Suppose $\{x_n\}\to x_0$ and $\{y_n\}\to x_0$. Define a sequence $\{z_n\}$ as follows: $z_{2n}=x_n$ and $z_{2n-1}=y_n$. Prove that $\{z_n\}$ converges to $x_0$.

Let $\epsilon >0$. Then $\exists N_1, \ N_2\in\mathbb{N}$ such that for $n\geq N_1, \ N_2$ we have $|x_n-x_0|<\epsilon$ and $|y_n-x_0|<\epsilon$.

I don't know what to do now.

2. ## Re: Subsequences

Let $N:=\max(N_1,N_2)$. For $n\geq N$ we have $|z_{2n}-x_0|\leq \varepsilon$ and $|z_{2n-1}-x_0|\leq \varepsilon$ hence if $k\geq 2N-1$ we have $|z_k-x_0|\leq \varepsilon$.

3. ## Re: Subsequences

Originally Posted by dwsmith
Suppose $\{x_n\}\to x_0$ and $\{y_n\}\to x_0$. Define a sequence $\{z_n\}$ as follows: $z_{2n}=x_n$ and $z_{2n-1}=y_n$. Prove that $\{z_n\}$ converges to $x_0$.

Let $\epsilon >0$. Then $\exists N_1, \ N_2\in\mathbb{N}$ such that for $n\geq N_1, \ N_2$ we have $|x_n-x_0|<\epsilon$ and $|y_n-x_0|<\epsilon$.
Let $N=2(N_1+N_2)$. If $n\ge N$ then if $n\text{ is odd}$ we have $k = \left\lfloor {\frac{n}{2}} \right\rfloor > N_2$ and $z_n=y_k$.

Use a similar idea if $n\text{ is even}$.

4. ## Re: Subsequences

Originally Posted by Plato
Let $N=2(N_1+N_2)$. If $n\ge N$ then if $n\text{ is odd}$ we have $k = \left\lfloor {\frac{n}{2}} \right\rfloor > N_2$ and $z_n=y_k$.

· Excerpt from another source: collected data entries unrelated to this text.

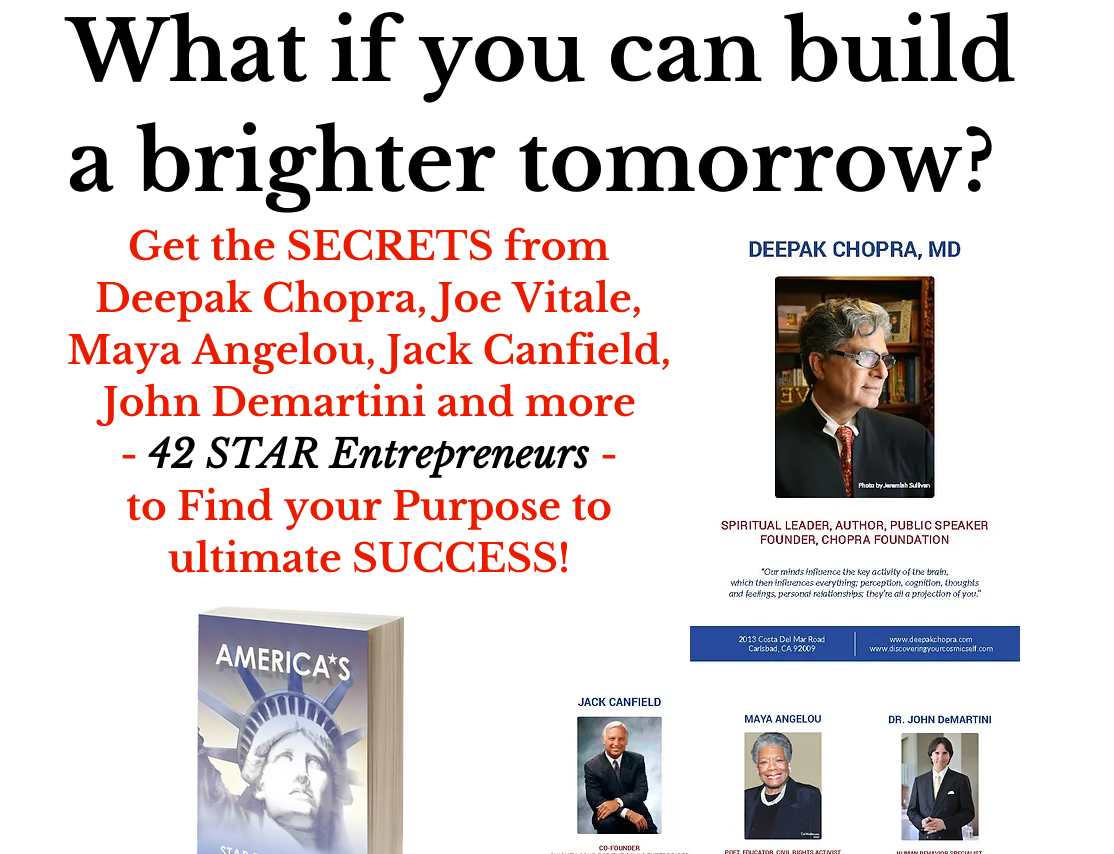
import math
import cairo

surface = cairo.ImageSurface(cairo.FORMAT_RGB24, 1114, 854)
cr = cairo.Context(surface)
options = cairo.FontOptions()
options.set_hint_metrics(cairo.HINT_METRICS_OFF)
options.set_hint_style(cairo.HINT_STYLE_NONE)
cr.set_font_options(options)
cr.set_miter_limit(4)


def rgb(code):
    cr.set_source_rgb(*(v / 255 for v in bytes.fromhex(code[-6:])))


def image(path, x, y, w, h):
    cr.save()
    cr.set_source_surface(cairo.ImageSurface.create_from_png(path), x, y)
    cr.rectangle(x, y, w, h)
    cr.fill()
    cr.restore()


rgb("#ffffff")
cr.paint()
image("img/1.png", 690, 239, 330, 426)
image("img/2.png", 196, 606, 208, 248)
image("img/3.png", 549, 696, 143, 158)
image("img/4.png", 724, 712, 121, 142)
image("img/5.png", 886, 711, 110, 143)
cr.select_font_face("Libre Baskerville", cairo.FONT_SLANT_NORMAL, cairo.FONT_WEIGHT_BOLD)
cr.set_font_size(83)
rgb("#000000")
cr.move_to(67, 81)
cr.show_text("What if you can build")
cr.move_to(67, 191)
cr.show_text("a brighter tomorrow?")
cr.set_font_size(39)
rgb("#eb1b00")
for x, y, s in [
    (128, 260, "Get the SECRETS from"),
    (95, 312, "Deepak Chopra, Joe Vitale,"),
    (67, 364, "Maya Angelou, Jack Canfield,"),
    (103, 416, "John Demartini and more"),
    (120, 468, "-"),
]:
    cr.move_to(x, y)
    cr.show_text(s)
cr.select_font_face("Libre Baskerville", cairo.FONT_SLANT_ITALIC, cairo.FONT_WEIGHT_BOLD)
rgb("#000000")
cr.move_to(148, 468)
cr.show_text("42 STAR Entrepreneurs")
cr.select_font_face("Libre Baskerville", cairo.FONT_SLANT_NORMAL, cairo.FONT_WEIGHT_BOLD)
rgb("#eb1b00")
for x, y, s in [
    (600, 468, "-"),
    (126, 520, "to Find your Purpose to"),
    (168, 572, "ultimate SUCCESS!"),
]:
    cr.move_to(x, y)
    cr.show_text(s)
surface.write_to_png("page.png")
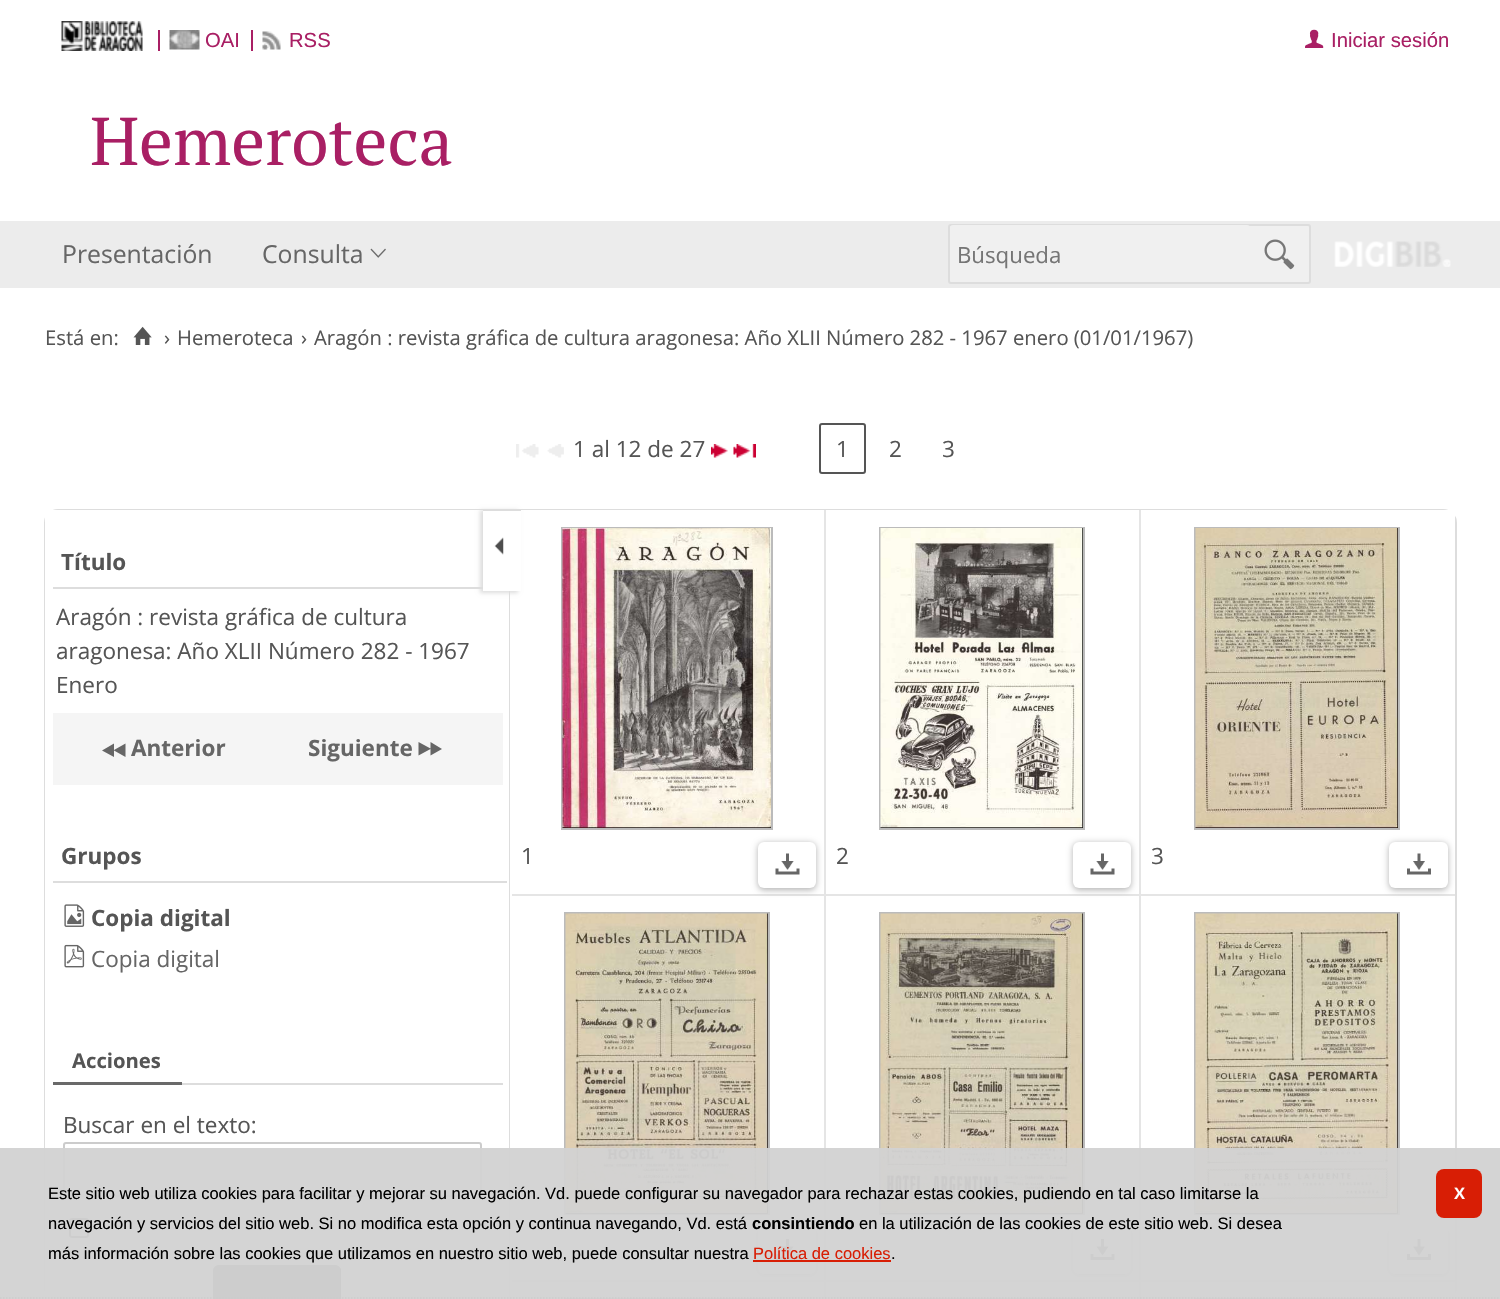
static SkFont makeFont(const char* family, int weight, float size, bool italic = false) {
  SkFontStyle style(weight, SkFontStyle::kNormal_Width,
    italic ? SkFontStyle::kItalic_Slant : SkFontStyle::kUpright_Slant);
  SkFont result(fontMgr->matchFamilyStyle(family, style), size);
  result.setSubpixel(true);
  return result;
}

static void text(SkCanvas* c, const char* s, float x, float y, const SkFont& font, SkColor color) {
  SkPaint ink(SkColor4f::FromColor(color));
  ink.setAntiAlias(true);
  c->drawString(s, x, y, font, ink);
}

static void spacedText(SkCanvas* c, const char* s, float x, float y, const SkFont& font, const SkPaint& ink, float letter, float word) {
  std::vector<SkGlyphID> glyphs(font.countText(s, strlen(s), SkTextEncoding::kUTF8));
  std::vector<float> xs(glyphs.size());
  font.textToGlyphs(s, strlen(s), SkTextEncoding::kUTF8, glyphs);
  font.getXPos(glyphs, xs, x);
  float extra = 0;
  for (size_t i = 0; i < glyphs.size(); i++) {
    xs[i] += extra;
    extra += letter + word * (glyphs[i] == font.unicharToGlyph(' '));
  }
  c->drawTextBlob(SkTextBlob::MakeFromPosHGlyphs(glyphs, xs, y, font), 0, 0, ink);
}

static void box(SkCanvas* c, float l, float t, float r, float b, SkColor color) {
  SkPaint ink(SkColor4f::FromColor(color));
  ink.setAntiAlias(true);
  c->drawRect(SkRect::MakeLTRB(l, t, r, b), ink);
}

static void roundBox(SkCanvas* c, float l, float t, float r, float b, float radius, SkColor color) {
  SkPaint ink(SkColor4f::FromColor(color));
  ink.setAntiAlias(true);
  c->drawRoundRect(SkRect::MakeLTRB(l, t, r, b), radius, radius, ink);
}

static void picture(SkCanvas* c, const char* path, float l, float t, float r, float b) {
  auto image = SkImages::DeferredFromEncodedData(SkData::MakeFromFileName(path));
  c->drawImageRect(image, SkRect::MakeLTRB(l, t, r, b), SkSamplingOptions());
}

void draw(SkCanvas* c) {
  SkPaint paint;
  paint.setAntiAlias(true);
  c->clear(0xffffffff);
  picture(c, "img_01.png", 61, 21, 143, 51);
  box(c, 158, 30, 160, 51, 0xffa91f64);
  picture(c, "img_02.png", 169, 30, 200, 50);
  SkFont face1 = makeFont("Liberation Sans", 400, 20.25f);
  text(c, "OAI", 205, 47, face1, 0xffa91f64);
  box(c, 251, 30, 253, 51, 0xffa91f64);
  picture(c, "img_03.png", 262, 31, 281, 50);
  text(c, "RSS", 289, 47, face1, 0xffa91f64);
  picture(c, "img_04.png", 1305, 29, 1324, 48);
  text(c, "Iniciar sesión", 1331, 47, face1, 0xffa91f64);
  SkFont face2 = makeFont("PT Serif", 400, 67.5f);
  text(c, "Hemeroteca", 90, 165, face2, 0xffa91f64);
  box(c, 0, 221, 1500, 288, 0xffececec);
  SkFont face3 = makeFont("Open Sans", 400, 24.75f);
  text(c, "Presentación", 62, 263, face3, 0xff666666);
  text(c, "Consulta", 262, 263, face3, 0xff666666);
  picture(c, "img_05.png", 370, 248, 386, 258);
  paint.setColor(0xfff0f0f0);
  c->drawRoundRect(SkRect::MakeLTRB(949, 225, 1310, 283), 2, 2, paint);
  paint.setStyle(SkPaint::kStroke_Style);
  paint.setStrokeWidth(2);
  paint.setColor(0xffdddddd);
  c->drawRoundRect(SkRect::MakeLTRB(949, 225, 1310, 283), 2, 2, paint);
  roundBox(c, 950, 225, 1250, 282, 3, 0xfff0f0f0);
  SkFont face4 = makeFont("Open Sans", 400, 22.25f);
  text(c, "Búsqueda", 957, 263, face4, 0xff757575);
  picture(c, "img_06.png", 1264, 239, 1295, 270);
  picture(c, "img_07.png", 1334, 241, 1451, 267);
  SkFont face5 = makeFont("Open Sans", 400, 20.25f);
  text(c, "Está en:", 45, 345, face5, 0xff555555);
  picture(c, "img_08.png", 133, 326, 152, 345);
  text(c, "›", 164, 345, face5, 0xff555555);
  text(c, "Hemeroteca", 177, 345, face5, 0xff555555);
  text(c, "›", 301, 345, face5, 0xff555555);
  text(c, "Aragón : revista gráfica de cultura aragonesa: Año XLII Número 282 - 1967 enero (01/01/1967)", 314, 345, face5, 0xff555555);
  picture(c, "img_09.png", 516, 444, 539, 458);
  picture(c, "img_10.png", 547, 444, 564, 458);
  SkFont face6 = makeFont("Open Sans", 400, 22.5f);
  text(c, "1 al 12 de 27", 573, 457, face6, 0xff555555);
  picture(c, "img_11.png", 711, 444, 728, 458);
  picture(c, "img_12.png", 733, 444, 756, 458);
  paint.setColor(0xff555555);
  c->drawRoundRect(SkRect::MakeLTRB(820, 424, 865, 473), 2, 2, paint);
  text(c, "1", 836, 457, face6, 0xff555555);
  text(c, "2", 889, 457, face6, 0xff555555);
  text(c, "3", 942, 457, face6, 0xff555555);
  paint.setColor(0xffdddddd);
  c->drawRoundRect(SkRect::MakeLTRB(45, 510, 1456, 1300), 13, 13, paint);
  box(c, 45, 510, 509, 1299, 0xffffffff);
  box(c, 509, 591, 510, 1299, 0xffdddddd);
  box(c, 53, 587, 483, 589, 0xffdddddd);
  SkFont face7 = makeFont("Open Sans", 700, 22.5f);
  text(c, "Título", 61, 570, face7, 0xff555555);
  text(c, "Aragón : revista gráfica de cultura", 56, 625, face6, 0xff555555);
  text(c, "aragonesa: Año XLII Número 282 - 1967", 56, 659, face6, 0xff555555);
  text(c, "Enero", 56, 693, face6, 0xff555555);
  box(c, 53, 713, 503, 785, 0xfff5f5f5);
  paint.setStyle(SkPaint::kFill_Style);
  paint.setColor(0xff666666);
  c->drawPath(SkPathBuilder().moveTo(114, 743.5f).lineTo(114, 750).lineTo(125.5f, 743.5f).lineTo(125.5f, 757).lineTo(114, 750.5f).lineTo(114, 757).lineTo(102, 750.5f).close().detach(), paint);
  text(c, "Anterior", 131, 756, face7, 0xff666666);
  text(c, "Siguiente", 308, 756, face7, 0xff666666);
  c->drawPath(SkPathBuilder().moveTo(430.5f, 742).lineTo(442, 749).lineTo(430.5f, 755.5f).lineTo(430.5f, 749).lineTo(418.5f, 755.5f).lineTo(418.5f, 742).lineTo(430.5f, 748.5f).close().detach(), paint);
  box(c, 53, 881, 507, 883, 0xffdddddd);
  text(c, "Grupos", 61, 864, face7, 0xff555555);
  picture(c, "img_13.png", 64, 904, 85, 927);
  text(c, "Copia digital", 91, 926, face7, 0xff555555);
  picture(c, "img_14.png", 64, 944, 85, 968);
  text(c, "Copia digital", 91, 967, face6, 0xff666666);
  box(c, 182, 1083, 503, 1085, 0xffdddddd);
  box(c, 53, 1082, 182, 1085, 0xff696969);
  SkFont face8 = makeFont("Open Sans", 700, 20.25f);
  text(c, "Acciones", 72, 1068, face8, 0xff555555);
  text(c, "Buscar en el texto:", 63, 1133, face6, 0xff555555);
  paint.setStyle(SkPaint::kStroke_Style);
  paint.setColor(0xffcccccc);
  c->drawRoundRect(SkRect::MakeLTRB(64, 1143, 481, 1196), 2, 2, paint);
  paint.setColor(0xff767676);
  c->drawRoundRect(SkRect::MakeLTRB(70, 1219, 88, 1237), 2, 2, paint);
  paint.setStyle(SkPaint::kFill_Style);
  paint.setColor(0xff696969);
  c->drawPath(SkPathBuilder().moveTo(219, 1265).lineTo(335, 1265).cubicTo(338.5f, 1265, 341, 1267.5f, 341, 1271).lineTo(341, 1299).lineTo(213, 1299).lineTo(213, 1271).cubicTo(213, 1267.5f, 215.5f, 1265, 219, 1265).close().detach(), paint);
  paint.setColor(0xff555555);
  c->drawPath(SkPathBuilder().moveTo(213, 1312).lineTo(213, 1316).cubicTo(213, 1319, 216, 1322, 219, 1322).lineTo(335, 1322).cubicTo(338, 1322, 341, 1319, 341, 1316).lineTo(341, 1271).cubicTo(341, 1270, 341, 1269, 340, 1268).lineTo(340, 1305).cubicTo(340, 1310, 342, 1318, 334, 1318).lineTo(238, 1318).cubicTo(236, 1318, 213, 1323, 213, 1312).close().detach(), paint);
  box(c, 512, 510, 1455, 1299, 0xffffffff);
  box(c, 824, 510, 826, 896, 0xffe5e5e5);
  box(c, 510, 894, 825, 896, 0xffe5e5e5);
  paint.setColor(0x4d000000);
  paint.setMaskFilter(SkMaskFilter::MakeBlur(kNormal_SkBlurStyle, 3));
  c->drawRoundRect(SkRect::MakeLTRB(758, 843, 816, 890), 6, 6, paint);
  paint.setMaskFilter(nullptr);
  box(c, 824, 896, 826, 1281, 0xffe5e5e5);
  box(c, 510, 1280, 825, 1282, 0xffe5e5e5);
  box(c, 510, 894, 512, 1282, 0xffffffff);
  paint.setColor(0xffdddddd);
  paint.setMaskFilter(SkMaskFilter::MakeBlur(kNormal_SkBlurStyle, 2));
  c->drawRect(SkRect::MakeLTRB(480, 510, 518, 593), paint);
  paint.setMaskFilter(nullptr);
  box(c, 483, 511, 521, 591, 0xffffffff);
  box(c, 483, 510, 521, 511, 0xffdddddd);
  picture(c, "img_15.png", 494, 537, 504, 555);
  paint.setStyle(SkPaint::kStroke_Style);
  paint.setColor(0xffbbbbbb);
  c->drawRect(SkRect::MakeLTRB(562, 528, 772, 829), paint);
  picture(c, "img_16.png", 562, 528, 771, 828);
  text(c, "1", 521, 864, face6, 0xff555555);
  roundBox(c, 758, 842, 816, 888, 6, 0xffffffff);
  picture(c, "img_17.png", 775, 853, 800, 875);
  box(c, 1139, 510, 1141, 896, 0xffe5e5e5);
  box(c, 825, 894, 1140, 896, 0xffe5e5e5);
  c->drawRect(SkRect::MakeLTRB(880, 528, 1084, 829), paint);
  picture(c, "img_18.png", 880, 528, 1083, 828);
  text(c, "2", 836, 864, face6, 0xff555555);
  paint.setStyle(SkPaint::kFill_Style);
  paint.setColor(0x4d000000);
  paint.setMaskFilter(SkMaskFilter::MakeBlur(kNormal_SkBlurStyle, 3));
  c->drawRoundRect(SkRect::MakeLTRB(1073, 843, 1131, 890), 6, 6, paint);
  paint.setMaskFilter(nullptr);
  roundBox(c, 1073, 842, 1131, 888, 6, 0xffffffff);
  picture(c, "img_17.png", 1090, 853, 1115, 875);
  box(c, 1140, 894, 1455, 896, 0xffe5e5e5);
  paint.setStyle(SkPaint::kStroke_Style);
  paint.setColor(0xffbbbbbb);
  c->drawRect(SkRect::MakeLTRB(1195, 528, 1399, 829), paint);
  picture(c, "img_19.png", 1195, 528, 1398, 828);
  text(c, "3", 1151, 864, face6, 0xff555555);
  paint.setStyle(SkPaint::kFill_Style);
  paint.setColor(0x4d000000);
  paint.setMaskFilter(SkMaskFilter::MakeBlur(kNormal_SkBlurStyle, 3));
  c->drawRoundRect(SkRect::MakeLTRB(1389, 843, 1448, 890), 6, 6, paint);
  paint.setMaskFilter(nullptr);
  roundBox(c, 1389, 842, 1448, 888, 6, 0xffffffff);
  picture(c, "img_20.png", 1407, 853, 1431, 875);
  paint.setStyle(SkPaint::kStroke_Style);
  paint.setColor(0xffbbbbbb);
  c->drawRect(SkRect::MakeLTRB(565, 913, 769, 1214), paint);
  picture(c, "img_21.png", 565, 913, 768, 1214);
  paint.setStyle(SkPaint::kFill_Style);
  paint.setColor(0x4d000000);
  paint.setMaskFilter(SkMaskFilter::MakeBlur(kNormal_SkBlurStyle, 3));
  c->drawRoundRect(SkRect::MakeLTRB(758, 1229, 816, 1275), 6, 6, paint);
  paint.setMaskFilter(nullptr);
  roundBox(c, 758, 1227, 816, 1274, 6, 0xffffffff);
  picture(c, "img_22.png", 775, 1239, 800, 1260);
  box(c, 1139, 896, 1141, 1281, 0xffe5e5e5);
  box(c, 825, 1280, 1140, 1282, 0xffe5e5e5);
  paint.setStyle(SkPaint::kStroke_Style);
  paint.setColor(0xffbbbbbb);
  c->drawRect(SkRect::MakeLTRB(880, 913, 1084, 1214), paint);
  picture(c, "img_23.png", 880, 913, 1083, 1214);
  paint.setStyle(SkPaint::kFill_Style);
  paint.setColor(0x4d000000);
  paint.setMaskFilter(SkMaskFilter::MakeBlur(kNormal_SkBlurStyle, 3));
  c->drawRoundRect(SkRect::MakeLTRB(1073, 1229, 1131, 1275), 6, 6, paint);
  paint.setMaskFilter(nullptr);
  roundBox(c, 1073, 1227, 1131, 1274, 6, 0xffffffff);
  picture(c, "img_22.png", 1090, 1239, 1115, 1260);
  box(c, 1140, 1280, 1455, 1282, 0xffe5e5e5);
  paint.setStyle(SkPaint::kStroke_Style);
  paint.setColor(0xffbbbbbb);
  c->drawRect(SkRect::MakeLTRB(1195, 913, 1399, 1214), paint);
  picture(c, "img_24.png", 1195, 913, 1398, 1214);
  paint.setStyle(SkPaint::kFill_Style);
  paint.setColor(0x4d000000);
  paint.setMaskFilter(SkMaskFilter::MakeBlur(kNormal_SkBlurStyle, 3));
  c->drawRoundRect(SkRect::MakeLTRB(1389, 1229, 1448, 1275), 6, 6, paint);
  paint.setMaskFilter(nullptr);
  roundBox(c, 1389, 1227, 1448, 1274, 6, 0xffffffff);
  picture(c, "img_25.png", 1407, 1239, 1431, 1260);
  box(c, 824, 1281, 826, 1299, 0xffe5e5e5);
  paint.setStyle(SkPaint::kStroke_Style);
  paint.setColor(0xffbbbbbb);
  c->drawRect(SkRect::MakeLTRB(565, 1299, 769, 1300), paint);
  box(c, 1139, 1281, 1141, 1299, 0xffe5e5e5);
  c->drawRect(SkRect::MakeLTRB(880, 1299, 1084, 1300), paint);
  c->drawRect(SkRect::MakeLTRB(1195, 1299, 1399, 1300), paint);
  box(c, 0, 1148, 1500, 1299, 0xf2d2d2d2);
  paint.setStrokeWidth(1.5f);
  paint.setColor(0xffcccccc);
  paint.setPathEffect(SkDashPathEffect::Make({{1.5f, 1.5f}}, 0));
  c->drawPath(SkPathBuilder().moveTo(0, 1298).lineTo(1500, 1298).detach(), paint);
  paint.setPathEffect(nullptr);
  SkFont face9 = makeFont("Liberation Sans", 400, 16.5f);
  text(c, "Este sitio web utiliza cookies para facilitar y mejorar su navegación. Vd. puede configurar su navegador para rechazar estas cookies, pudiendo en tal caso limitarse la", 48, 1199, face9, 0xff000000);
  text(c, "navegación y servicios del sitio web. Si no modifica esta opción y continua navegando, Vd. está", 48, 1229, face9, 0xff000000);
  SkFont face10 = makeFont("Liberation Sans", 700, 16.5f);
  text(c, "consintiendo", 752, 1229, face10, 0xff000000);
  text(c, "en la utilización de las cookies de este sitio web. Si desea", 859, 1229, face9, 0xff000000);
  text(c, "más información sobre las cookies que utilizamos en nuestro sitio web, puede consultar nuestra", 48, 1259, face9, 0xff000000);
  text(c, "Política de cookies", 753, 1259, face9, 0xffd81e05);
  text(c, ".", 891, 1259, face9, 0xff000000);
  box(c, 753, 1260, 891, 1262, 0xffd81e05);
  roundBox(c, 1436, 1169, 1482, 1218, 8, 0xffd81e05);
  paint.setStyle(SkPaint::kFill_Style);
  paint.setColor(0xffffffff);
  spacedText(c, "X", 1454, 1199, face10, paint, -1, 0);
}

Use a similar idea if $n\text{ is even}$.
Why is $N=2(N_1+N_2)$

5. ## Re: Subsequences

Originally Posted by dwsmith
Why is $N=2(N_1+N_2)$
First of all, it insures absolutely that $N>N_1~\&~N>N_2$.
Therefore, we can use anyone of the statements already restricted.

6. ## Re: Subsequences

Originally Posted by Plato
then if $n\text{ is odd}$ we have $k = \left\lfloor {\frac{n}{2}} \right\rfloor > N_2$ and $z_n=y_k$.
Can you also explain this?

7. ## Re: Subsequences

Originally Posted by dwsmith
Can you also explain this?
You do the mathematics.
Just take many cases.